Halide’s childhood home was a konak, a wooden mansion set in a rambling garden on a hill above Besiktas, close to the Palace. Her extended family included her half sister, Mahmoure, the daughter of her mother’s first husband, a Kurdish chief, and the family of her father’s new wife. Then Edib Bey married Teize, a former Palace Lady, and Halide’s tutor and a friend of her grandmother. Halide’s happiness came to an abrupt end; the harem seethed with jealousy and intrigue. Loyalties were divided.
Palace Ladies were a peculiarly Ottoman phenomena, some were concubines, others never saw the Sultan, let alone shared his bed. Teize must have been one of the hundreds who lived in the Royal harem, some as servants, others tutors to the royal children, or slaves, all under the supervision of the Imperial eunuchs. There is no record of why Teize quit the palace or how she came to be under the protection of Halide’s Grandmother, save the two had become friends.

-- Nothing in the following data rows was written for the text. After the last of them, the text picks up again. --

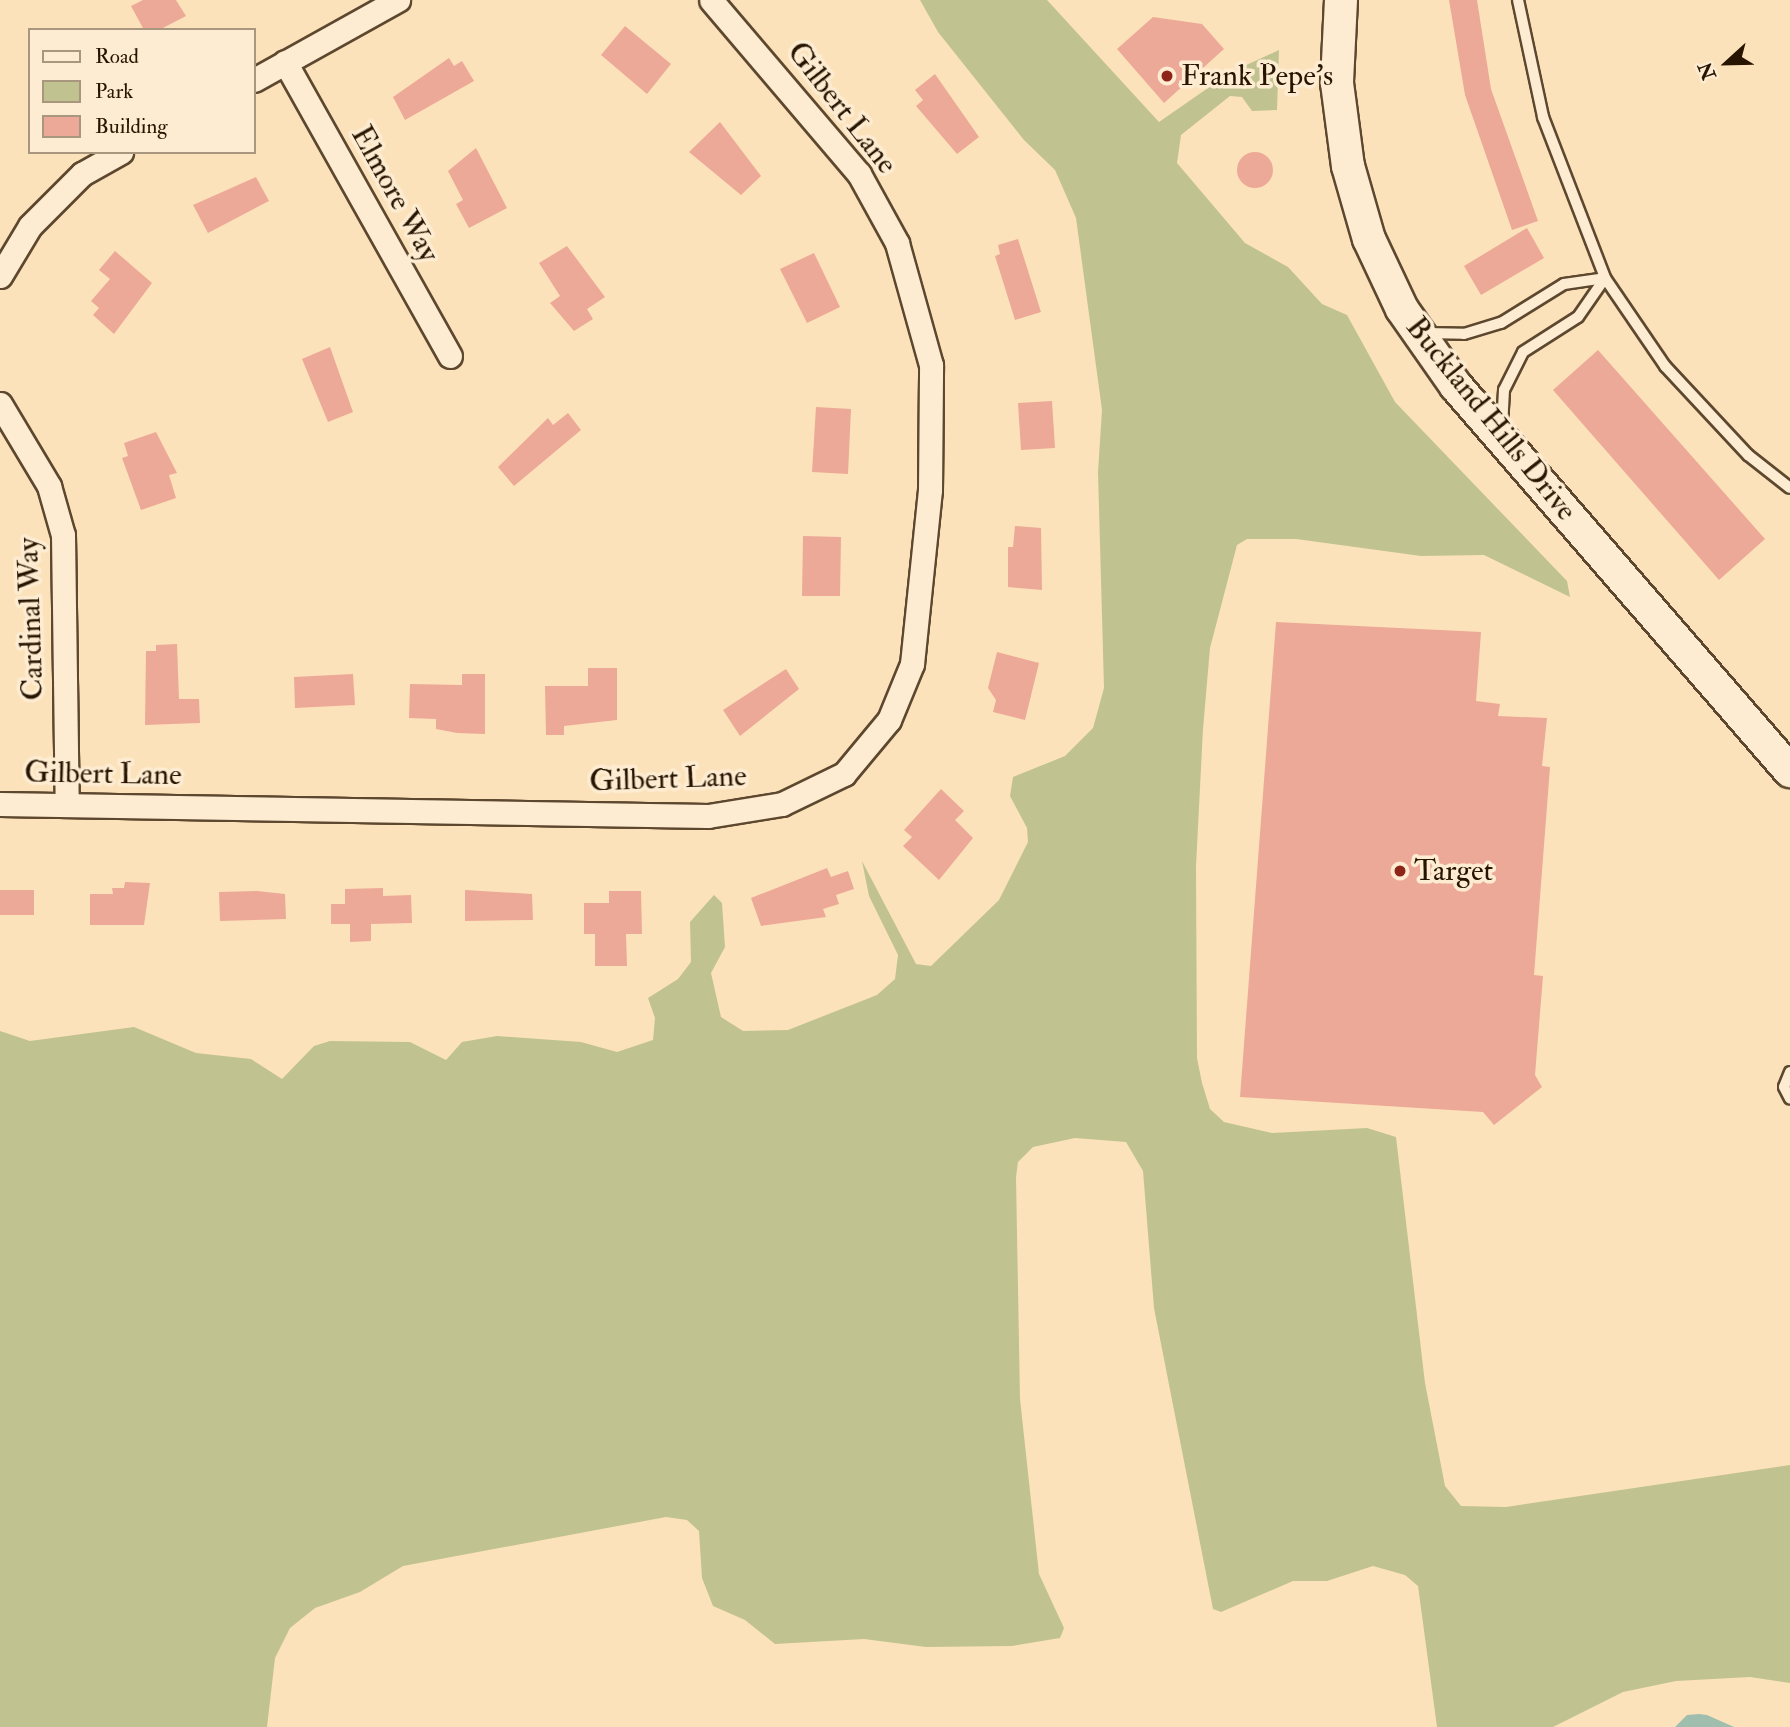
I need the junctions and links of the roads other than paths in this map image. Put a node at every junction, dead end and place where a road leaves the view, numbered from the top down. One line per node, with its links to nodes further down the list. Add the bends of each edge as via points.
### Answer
1 (398, 0): 5 (street)
2 (711, 0): 17 (street, Gilbert Lane, via 859,174 897,243 919,308 931,365 930,491 912,664 889,720 844,774 782,804 708,816)
3 (1341, 0): 10 (street, Buckland Hills Drive, via 1338,83 1350,177 1369,239)
4 (1518, 0): 9 (lane, via 1544,117)
5 (285, 62): 6 (street); 11 (street, Elmore Way)
6 (256, 79)
7 (117, 154): 8 (street, via 82,174 47,209)
8 (0, 276)
9 (1605, 278): 10 (lane, via 1564,284 1501,323 1464,334); 13 (lane, via 1578,317 1523,352 1512,368 1504,390); 14 (lane, via 1665,366 1748,455)
10 (1416, 332): 13 (street, Buckland Hills Drive)
11 (450, 356)
12 (0, 404): 17 (street, Cardinal Way, via 49,485 63,535)
13 (1502, 439): 15 (street, Buckland Hills Drive)
14 (1790, 488)
15 (1790, 771)
16 (0, 804): 17 (street, Gilbert Lane)
17 (67, 805)
18 (1790, 1072): 19 (lane)
19 (1787, 1087): 20 (lane)
20 (1790, 1099)

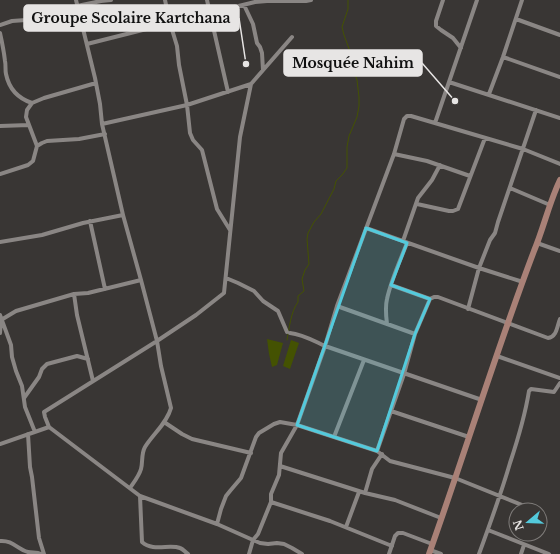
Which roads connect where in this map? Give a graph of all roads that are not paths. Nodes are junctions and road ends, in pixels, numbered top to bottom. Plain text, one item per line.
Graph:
1 (76, 0) edge
2 (111, 0) edge
3 (164, 0) edge
4 (207, 0) edge
5 (312, 0) edge
6 (443, 0) edge
7 (477, 0) edge
8 (522, 0) edge
9 (244, 5) junction
10 (77, 6) junction
11 (210, 13) junction
12 (516, 19) junction
13 (170, 23) junction
14 (0, 25) edge
15 (0, 33) edge
16 (560, 35) edge
17 (292, 37) dead end
18 (87, 44) junction
19 (461, 48) junction
20 (503, 57) junction
21 (263, 70) junction
22 (560, 77) edge
23 (449, 82) junction
24 (96, 83) junction
25 (251, 84) junction
26 (228, 92) junction
27 (489, 94) junction
28 (32, 103) junction
29 (187, 105) junction
30 (536, 110) junction
31 (560, 118) edge
32 (435, 123) junction
33 (102, 124) junction
34 (29, 125) junction
35 (0, 126) edge
36 (105, 134) junction
37 (484, 138) junction
38 (37, 146) junction
39 (523, 149) junction
40 (394, 154) junction
41 (560, 164) edge
42 (440, 165) junction
43 (0, 174) edge
44 (470, 176) junction
45 (560, 180) edge
46 (510, 188) junction
47 (557, 193) edge
48 (417, 204) junction
49 (550, 205) junction
50 (123, 215) junction
51 (90, 221) junction
52 (366, 228) junction
53 (230, 231) junction
54 (0, 242) edge
55 (405, 242) junction
56 (537, 243) junction
57 (560, 252) edge
58 (480, 268) junction
59 (226, 278) junction
60 (142, 280) junction
61 (523, 282) junction
62 (391, 285) junction
63 (105, 289) junction
64 (74, 294) junction
65 (430, 299) junction
66 (337, 306) junction
67 (468, 309) junction
68 (0, 315) edge
69 (560, 319) edge
70 (1, 320) junction
71 (508, 323) junction
72 (387, 324) junction
73 (0, 333) edge
74 (415, 334) junction
75 (157, 341) junction
76 (324, 346) junction
77 (497, 356) junction
78 (88, 359) junction
79 (364, 360) junction
80 (404, 374) junction
81 (560, 378) edge
82 (93, 381) junction
83 (560, 383) edge
84 (24, 398) junction
85 (482, 400) junction
86 (391, 412) junction
87 (164, 422) junction
88 (297, 425) junction
89 (49, 427) junction
90 (35, 432) junction
91 (28, 434) junction
92 (334, 437) junction
93 (469, 437) junction
94 (0, 444) edge
95 (377, 451) junction
96 (250, 453) junction
97 (382, 454) junction
98 (280, 466) junction
99 (455, 478) junction
100 (130, 488) junction
101 (360, 492) junction
102 (365, 493) junction
103 (140, 496) junction
104 (500, 496) junction
105 (271, 502) junction
106 (515, 502) edge
107 (441, 518) junction
108 (217, 524) junction
109 (346, 528) junction
110 (488, 530) junction
111 (253, 540) junction
112 (0, 541) edge
113 (524, 545) junction
114 (392, 546) junction
115 (431, 549) edge
116 (42, 554) edge
117 (188, 554) edge
118 (249, 554) edge
119 (302, 554) edge
120 (389, 554) edge
121 (441, 554) edge
122 (479, 554) edge
123 (521, 554) edge
124 (549, 554) edge

1 - 10 street
2 - 10 street
3 - 13 street
4 - 11 street
5 - 9 street
6 - 19 street
7 - 19 street
8 - 12 street
9 - 11 street
9 - 21 street
10 - 14 street
10 - 18 street
11 - 13 street
11 - 26 street
12 - 16 street
12 - 20 street
13 - 18 street
13 - 29 street
15 - 28 street
17 - 21 street
18 - 24 street
19 - 23 street
20 - 22 street
20 - 27 street
21 - 25 street
23 - 27 street
23 - 32 street
24 - 28 street
24 - 33 street
25 - 26 street
25 - 53 street
26 - 29 street
27 - 30 street
28 - 34 street
29 - 33 street
29 - 53 street
30 - 31 street
30 - 39 street
32 - 37 street
32 - 40 street
33 - 36 street
34 - 35 street
34 - 38 street
36 - 38 street
36 - 50 street
37 - 39 street
37 - 44 street
38 - 43 street
39 - 41 street
39 - 46 street
40 - 42 street
40 - 52 street
42 - 44 street
42 - 48 street
44 - 48 street
45 - 47 street
46 - 49 street
46 - 58 street
47 - 49 street
48 - 55 street
49 - 56 street
50 - 51 street
50 - 60 street
51 - 54 street
51 - 63 street
52 - 55 street
52 - 66 street
53 - 59 street
55 - 58 street
55 - 62 street
56 - 57 street
56 - 61 street
58 - 61 street
58 - 67 street
59 - 75 street
59 - 76 street
60 - 63 street
60 - 75 street
61 - 71 street
62 - 65 street
62 - 72 street
63 - 64 street
64 - 70 street
64 - 78 street
65 - 67 street
65 - 74 street
66 - 72 street
66 - 76 street
67 - 71 street
68 - 70 street
69 - 71 street
70 - 73 street
70 - 84 street
71 - 77 street
72 - 74 street
74 - 80 street
75 - 82 street
75 - 87 street
76 - 79 street
76 - 88 street
77 - 81 street
77 - 85 street
78 - 82 street
78 - 84 street
79 - 80 street
79 - 92 street
80 - 85 street
80 - 86 street
82 - 89 street
83 - 104 street
84 - 90 street
85 - 93 street
86 - 93 street
86 - 95 street
87 - 96 street
87 - 100 street
88 - 92 street
88 - 96 street
88 - 98 street
89 - 90 street
89 - 100 street
90 - 91 street
91 - 94 street
91 - 116 street
92 - 95 street
93 - 99 street
95 - 97 street
96 - 108 street
97 - 99 street
97 - 102 street
98 - 101 street
98 - 105 street
99 - 104 street
99 - 107 street
100 - 103 street
101 - 102 street
101 - 109 street
102 - 107 street
103 - 108 street
103 - 117 street
104 - 106 street
104 - 110 street
105 - 109 street
105 - 111 street
107 - 115 street
108 - 111 street
109 - 114 street
110 - 113 street
110 - 122 street
111 - 118 street
111 - 119 street
112 - 116 street
113 - 123 street
113 - 124 street
114 - 115 street
114 - 120 street
115 - 121 street

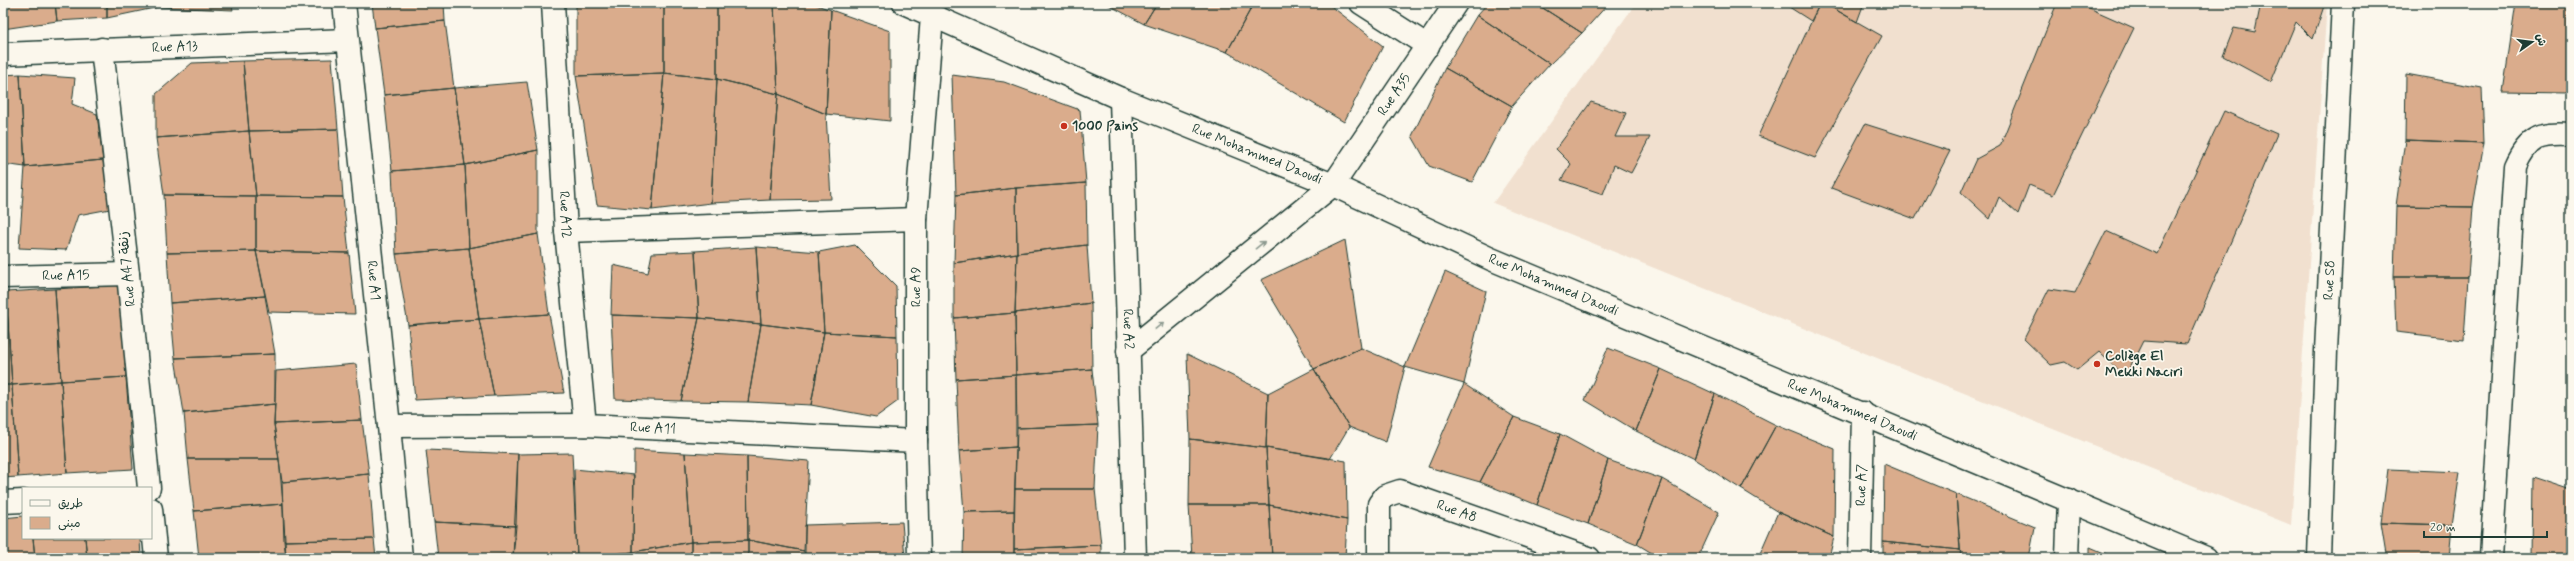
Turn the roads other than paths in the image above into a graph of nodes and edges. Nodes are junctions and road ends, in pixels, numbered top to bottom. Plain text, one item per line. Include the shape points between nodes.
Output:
1 (344, 3) edge
2 (553, 3) edge
3 (904, 3) edge
4 (1361, 3) edge
5 (1456, 3) edge
6 (2343, 3) edge
7 (932, 16) junction
8 (347, 40) junction
9 (1428, 46) junction
10 (102, 49) junction
11 (3, 54) edge
12 (1121, 99) junction
13 (2571, 135) edge
14 (1333, 185) junction
15 (916, 218) junction
16 (566, 231) junction
17 (128, 274) junction
18 (3, 277) edge
19 (1128, 351) junction
20 (1863, 412) junction
21 (585, 425) junction
22 (389, 426) junction
23 (916, 441) junction
24 (149, 487) edge
25 (2070, 500) junction
26 (22, 501) edge
27 (3, 502) edge
28 (152, 519) edge
29 (156, 558) edge
30 (401, 558) edge
31 (919, 558) edge
32 (1135, 558) edge
33 (1379, 558) edge
34 (1589, 558) edge
35 (1860, 558) edge
36 (2067, 558) edge
37 (2206, 558) edge
38 (2319, 558) edge
39 (2491, 558) edge

1 - 8 street, Rue A1
2 - 16 street, Rue A12
3 - 7 street, Rue Mohammed Daoudi
4 - 9 street
5 - 9 street, Rue A35
6 - 38 street, Rue S8
7 - 12 street, Rue Mohammed Daoudi
7 - 15 street, Rue A9
8 - 10 street, Rue A13
8 - 22 street, Rue A1
9 - 14 street, Rue A35
10 - 11 street, Rue A13
10 - 17 street, Rue A47 زنقة
12 - 14 street, Rue Mohammed Daoudi
12 - 19 street, Rue A2
13 - 39 street via 2543,135 2531,141 2522,149 2515,166
19 -> 14 street, Rue A35
14 - 20 street, Rue Mohammed Daoudi via 1491,259
15 - 16 street
15 - 23 street, Rue A9
16 - 21 street, Rue A12
17 - 18 street, Rue A15
17 - 24 street, Rue A47 زنقة
19 - 32 street, Rue A2
20 - 25 street, Rue Mohammed Daoudi
20 - 35 street, Rue A7
21 - 22 street, Rue A11
21 - 23 street, Rue A11
22 - 30 street, Rue A1
23 - 31 street, Rue A9
25 - 36 street
25 - 37 street, Rue Mohammed Daoudi
26 - 27 street
28 - 29 street
33 - 34 street, Rue A8 via 1379,504 1385,496 1400,491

Each wife needed her own living quarters, Edib moved the household to Scutari (now Uskudar) on the Asian shore. In her memoir Halide describes a crumbling mansion with spacious rooms, one leading to another, tall windows, light streaming across the wooden floors. Like the konak in Besiktas the house was surrounded by gardens and apple orchard, all enclosed by a high wall.
What writer could resist such a setting? It was a pleasure to fashion my own novels from such a treasure trove of material. Istanbul in the late Ottoman years must have been a magical city. Barely half a million inhabitants lived surrounded by large bodies of clear, unpolluted water, a radiant light reflected across the hills, covered with wild gardens and half hidden mansions. I imagined cobbled streets; city squares deserted in the heat and hushed interiors of the great mosques. Since I have always been intrigued by history, recreating Halide’s story in my own voice was a joy. When I was finished I realized my unconscious mind had woven in my own story into Halide’s along with the story of my mother and my grandmothers. All their unfulfilled hopes and dreams, their wish for a better life stifled by the conditions of the time. Another book I have yet to write.
A foot note…….I want to thank the late Dr. Kathleen Burrill of Columbia University and Dr. Inci Enginun who selflessly shared their scholarship, and their insights into the life and work of Halide Edib when I started to pursue my studies. They were generous and patient, and set a high standard for me to follow.